■ **What is required**: Each record below should be returned exactly, with its pictures left out.

= = = =

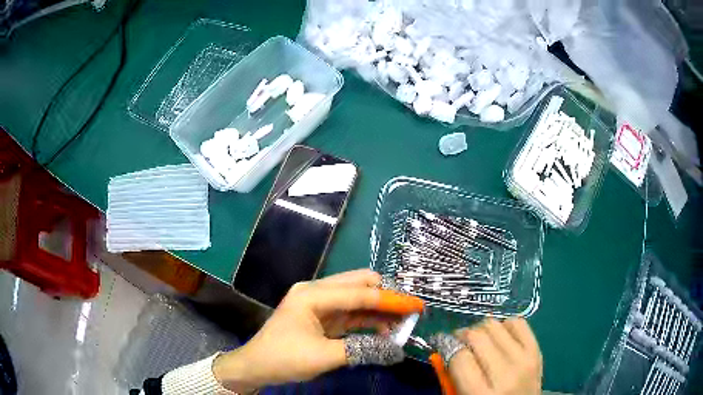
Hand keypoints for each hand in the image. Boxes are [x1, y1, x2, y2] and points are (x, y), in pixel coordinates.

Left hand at [213, 269, 423, 392]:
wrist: (257, 366)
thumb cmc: (284, 358)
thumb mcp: (323, 356)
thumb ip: (361, 349)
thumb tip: (396, 349)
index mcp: (313, 294)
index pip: (360, 293)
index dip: (391, 300)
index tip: (417, 305)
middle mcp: (318, 292)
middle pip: (360, 285)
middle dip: (387, 297)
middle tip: (410, 313)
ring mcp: (320, 303)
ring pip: (358, 299)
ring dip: (380, 309)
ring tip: (403, 324)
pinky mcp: (323, 317)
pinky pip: (352, 313)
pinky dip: (370, 320)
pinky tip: (385, 330)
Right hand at [448, 318, 541, 394]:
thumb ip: (452, 376)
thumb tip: (445, 347)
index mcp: (481, 393)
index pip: (459, 357)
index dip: (446, 346)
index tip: (441, 344)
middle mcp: (505, 373)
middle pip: (477, 336)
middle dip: (461, 335)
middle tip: (457, 342)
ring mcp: (525, 359)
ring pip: (495, 325)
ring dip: (481, 329)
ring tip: (479, 341)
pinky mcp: (537, 350)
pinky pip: (517, 323)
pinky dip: (504, 325)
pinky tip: (499, 337)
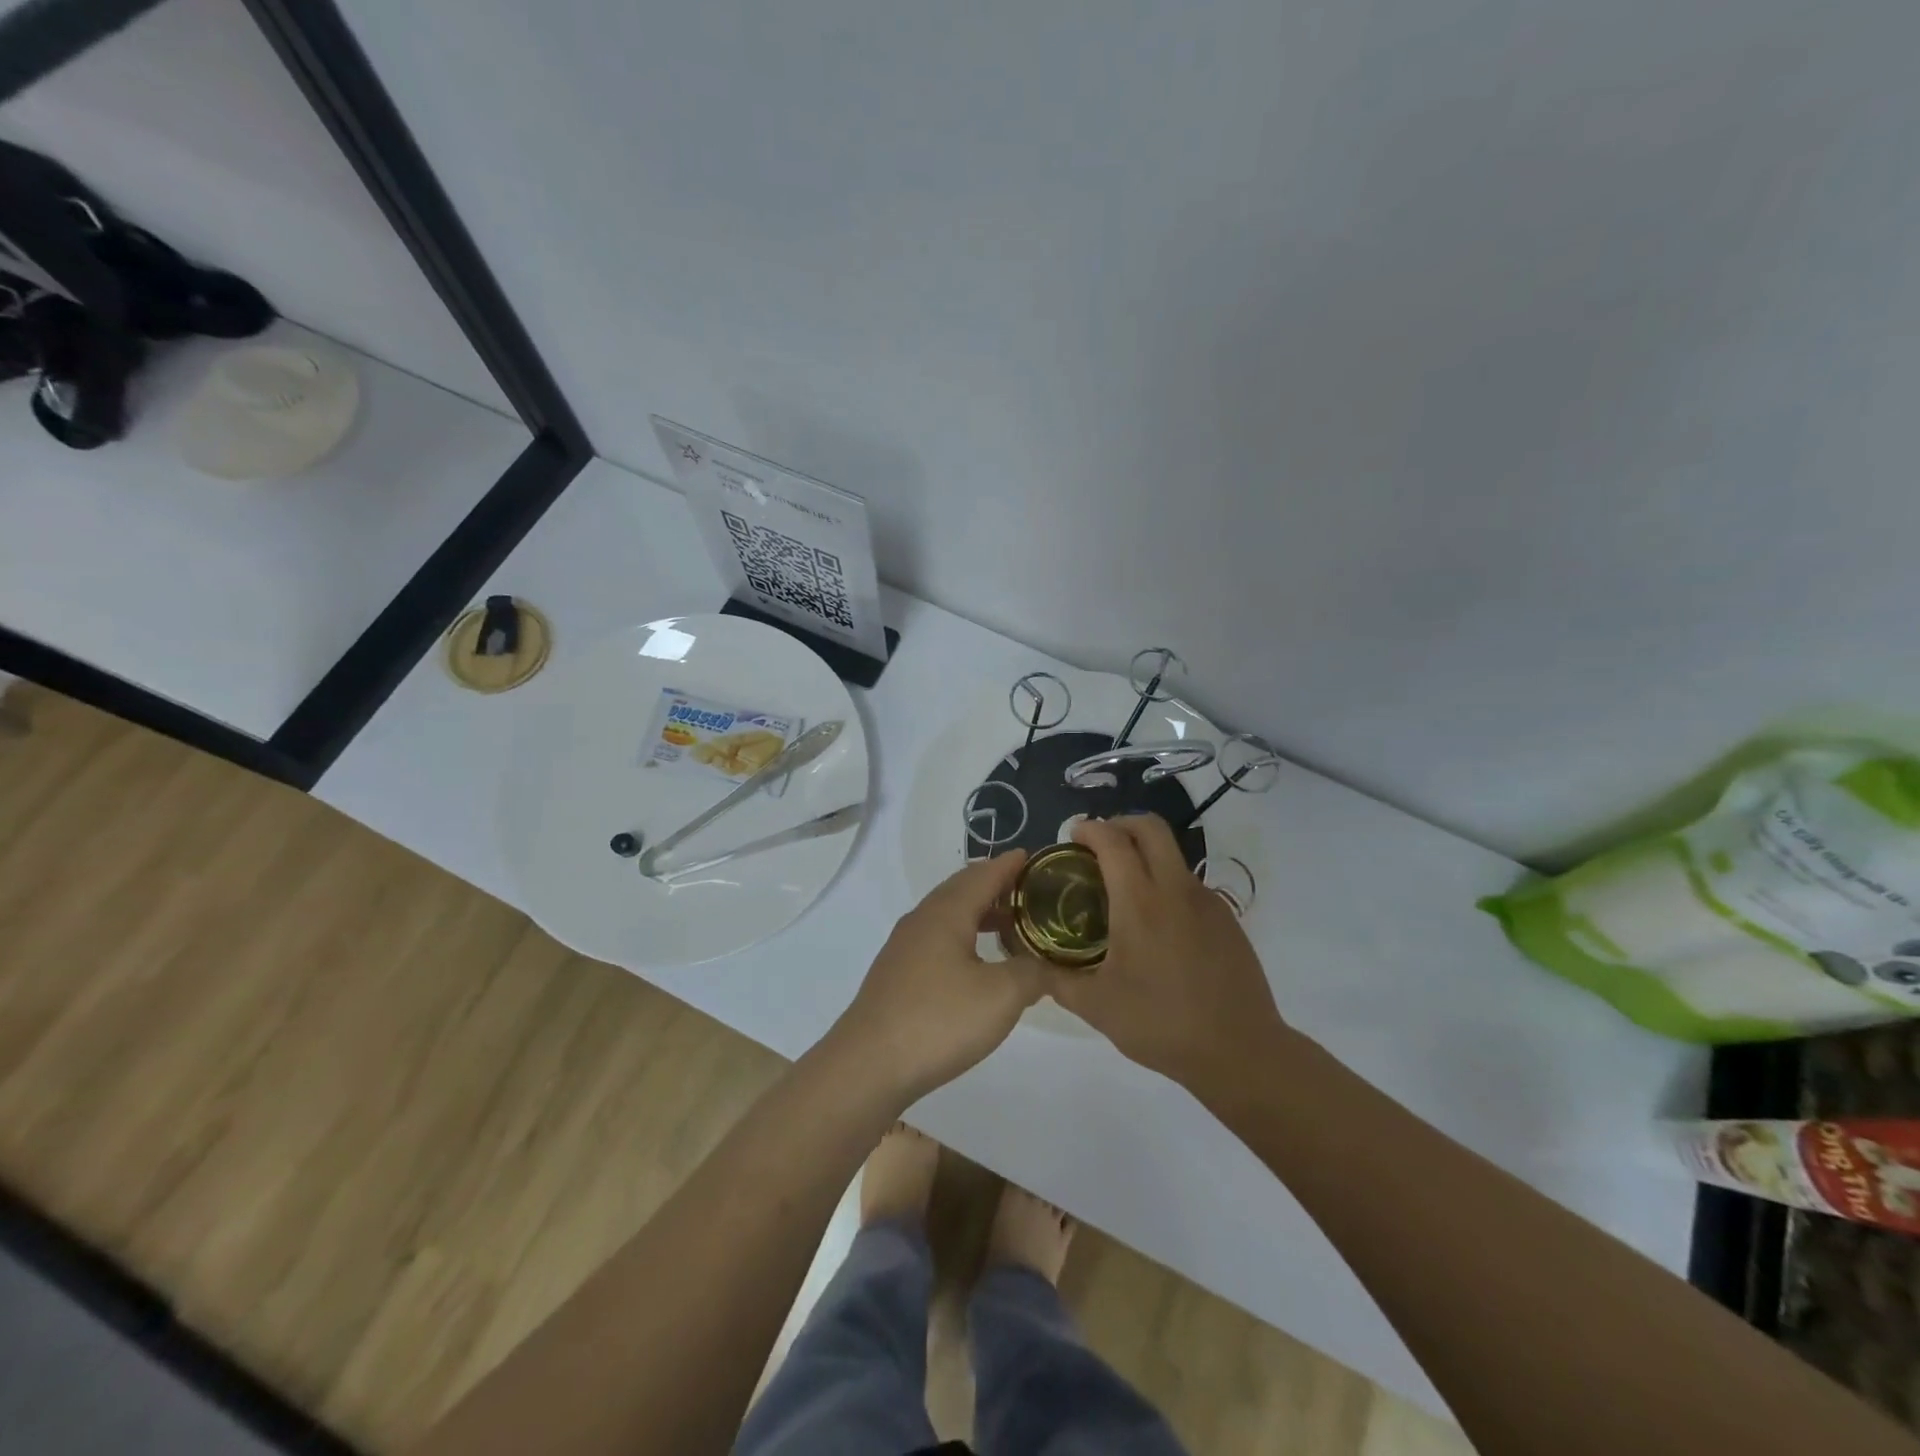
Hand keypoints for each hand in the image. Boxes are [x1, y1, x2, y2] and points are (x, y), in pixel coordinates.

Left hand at [828, 851, 1042, 1104]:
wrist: (868, 1065)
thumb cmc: (939, 1020)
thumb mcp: (1002, 995)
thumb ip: (1033, 972)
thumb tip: (1048, 964)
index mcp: (946, 912)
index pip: (983, 874)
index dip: (1010, 865)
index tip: (1034, 857)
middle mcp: (922, 920)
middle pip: (962, 890)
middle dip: (995, 886)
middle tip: (1028, 892)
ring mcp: (904, 947)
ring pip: (948, 916)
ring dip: (979, 914)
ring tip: (1009, 927)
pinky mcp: (897, 974)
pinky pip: (937, 939)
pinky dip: (963, 937)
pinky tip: (975, 964)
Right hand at [1048, 815, 1291, 1098]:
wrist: (1240, 1051)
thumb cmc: (1161, 1024)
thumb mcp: (1096, 1007)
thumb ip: (1057, 980)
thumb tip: (1031, 966)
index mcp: (1140, 902)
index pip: (1113, 841)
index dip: (1090, 829)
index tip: (1072, 836)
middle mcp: (1175, 889)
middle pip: (1150, 827)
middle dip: (1120, 824)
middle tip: (1098, 846)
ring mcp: (1206, 901)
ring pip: (1172, 854)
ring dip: (1145, 854)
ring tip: (1123, 888)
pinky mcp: (1226, 918)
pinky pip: (1188, 883)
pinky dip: (1165, 883)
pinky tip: (1156, 924)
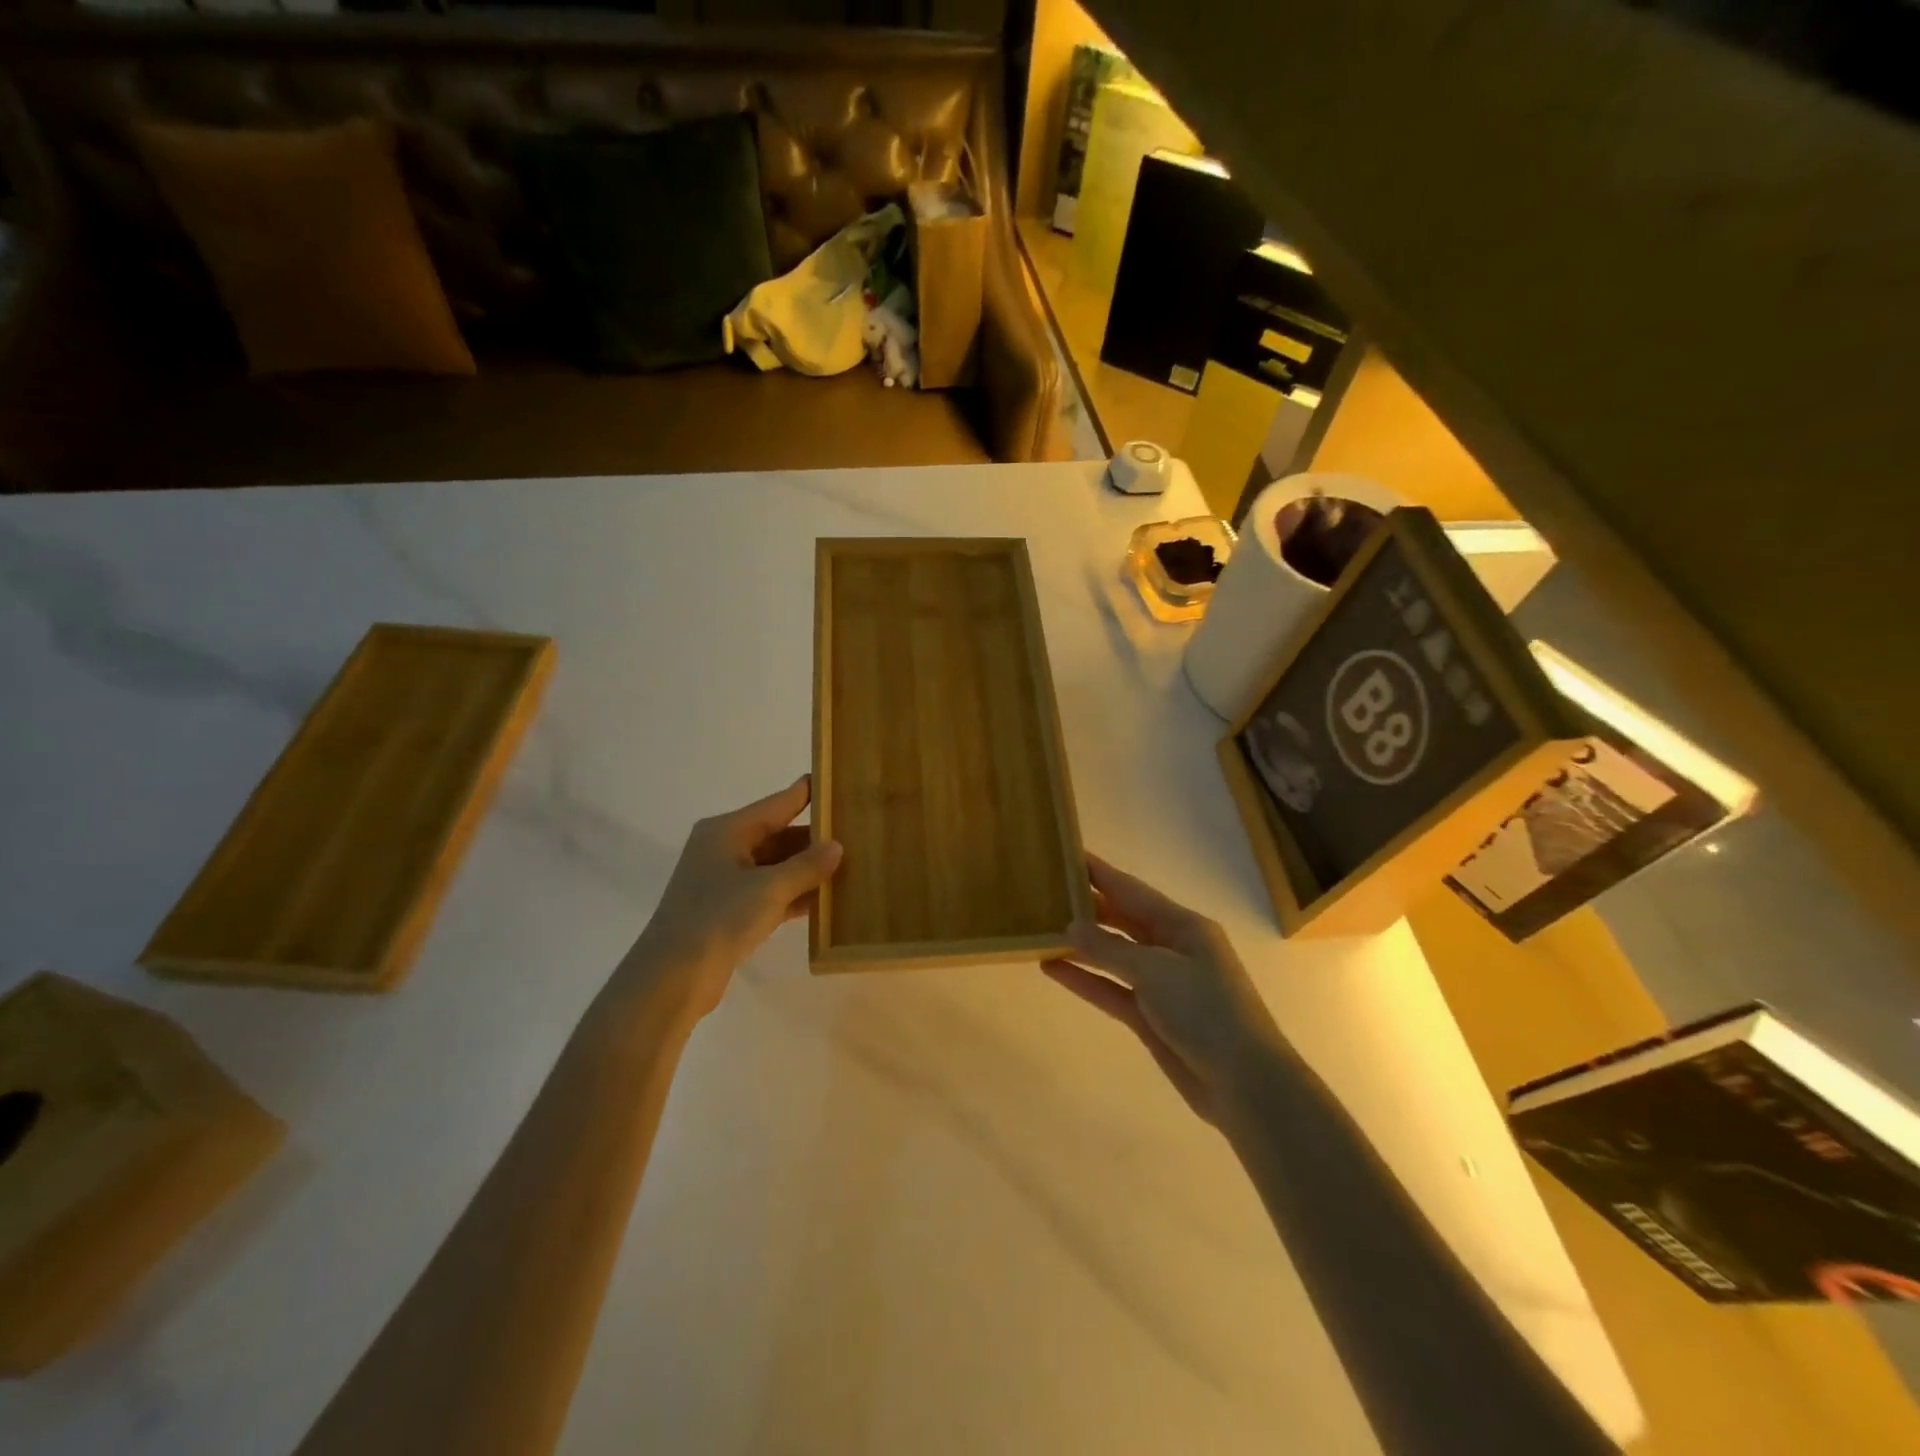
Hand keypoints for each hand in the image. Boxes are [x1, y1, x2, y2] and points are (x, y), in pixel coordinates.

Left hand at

= = = =

■ **Solution below**:
Hand keypoints for each hand in the image. Boxes are [x1, y1, x2, y2] and points are (x, y), in pixel coordinates.

Left hand at [213, 269, 423, 392]:
wrist: (257, 366)
thumb cmc: (284, 358)
thumb mcp: (323, 356)
thumb ip: (361, 349)
thumb tip: (396, 349)
index mcp: (313, 294)
index pip: (360, 293)
index dip: (391, 300)
index tip: (417, 305)
middle mcp: (318, 292)
middle pip: (360, 285)
middle dip: (387, 297)
middle tip: (410, 313)
ring mcp: (320, 303)
ring pip: (358, 299)
ring dip: (380, 309)
ring tip: (403, 324)
pinky mcp: (323, 317)
pinky pip: (352, 313)
pinky dip: (370, 320)
pinky tip: (385, 330)
Right hand at [448, 318, 541, 394]:
thumb ip: (452, 376)
thumb tip: (445, 347)
index mcp: (481, 393)
index pip: (459, 357)
index dip: (446, 346)
index tip: (441, 344)
middle mcp: (505, 373)
middle pip: (477, 336)
middle dip: (461, 335)
middle tip: (457, 342)
ring mcp: (525, 359)
ring pip: (495, 325)
ring dip: (481, 329)
ring tip: (479, 341)
pinky mcp: (537, 350)
pinky pip: (517, 323)
pinky dip: (504, 325)
pinky tip: (499, 337)
Hand keypoints for each hand in the image. Boxes are [x1, y1, x2, y2] and points are (x, y), in pixel coordinates.

Left hand at [828, 851, 1042, 1104]:
wrist: (868, 1065)
thumb cmc: (939, 1020)
thumb mcp: (1002, 995)
thumb ip: (1033, 972)
thumb tip: (1048, 964)
index mcp: (946, 912)
index pip: (983, 874)
index dip: (1010, 865)
index tip: (1034, 857)
middle mcp: (922, 920)
middle pip: (962, 890)
middle dip: (995, 886)
middle tip: (1028, 892)
ring mcp: (904, 947)
ring pip: (948, 916)
ring dip: (979, 914)
ring tip: (1009, 927)
pinky mcp: (897, 974)
pinky pip: (937, 939)
pinky dip: (963, 937)
pinky tip: (975, 964)
Right hand at [1048, 815, 1291, 1098]:
wrist: (1240, 1051)
thumb cmc: (1161, 1024)
thumb mcp: (1096, 1007)
thumb ip: (1057, 980)
thumb tip: (1031, 966)
index mcp: (1140, 902)
index pip: (1113, 841)
index dip: (1090, 829)
index tip: (1072, 836)
middle mcp: (1175, 889)
middle pip: (1150, 827)
middle dip: (1120, 824)
middle tip: (1098, 846)
ring mcp: (1206, 901)
ring pip: (1172, 854)
ring dip: (1145, 854)
ring tip: (1123, 888)
pinky mcp: (1226, 918)
pinky pip: (1188, 883)
pinky dip: (1165, 883)
pinky tip: (1156, 924)
Hand keypoints for each hand in the image. Boxes are [x1, y1, x2, y2] and points are (x, y), in pixel coordinates.

Left hand at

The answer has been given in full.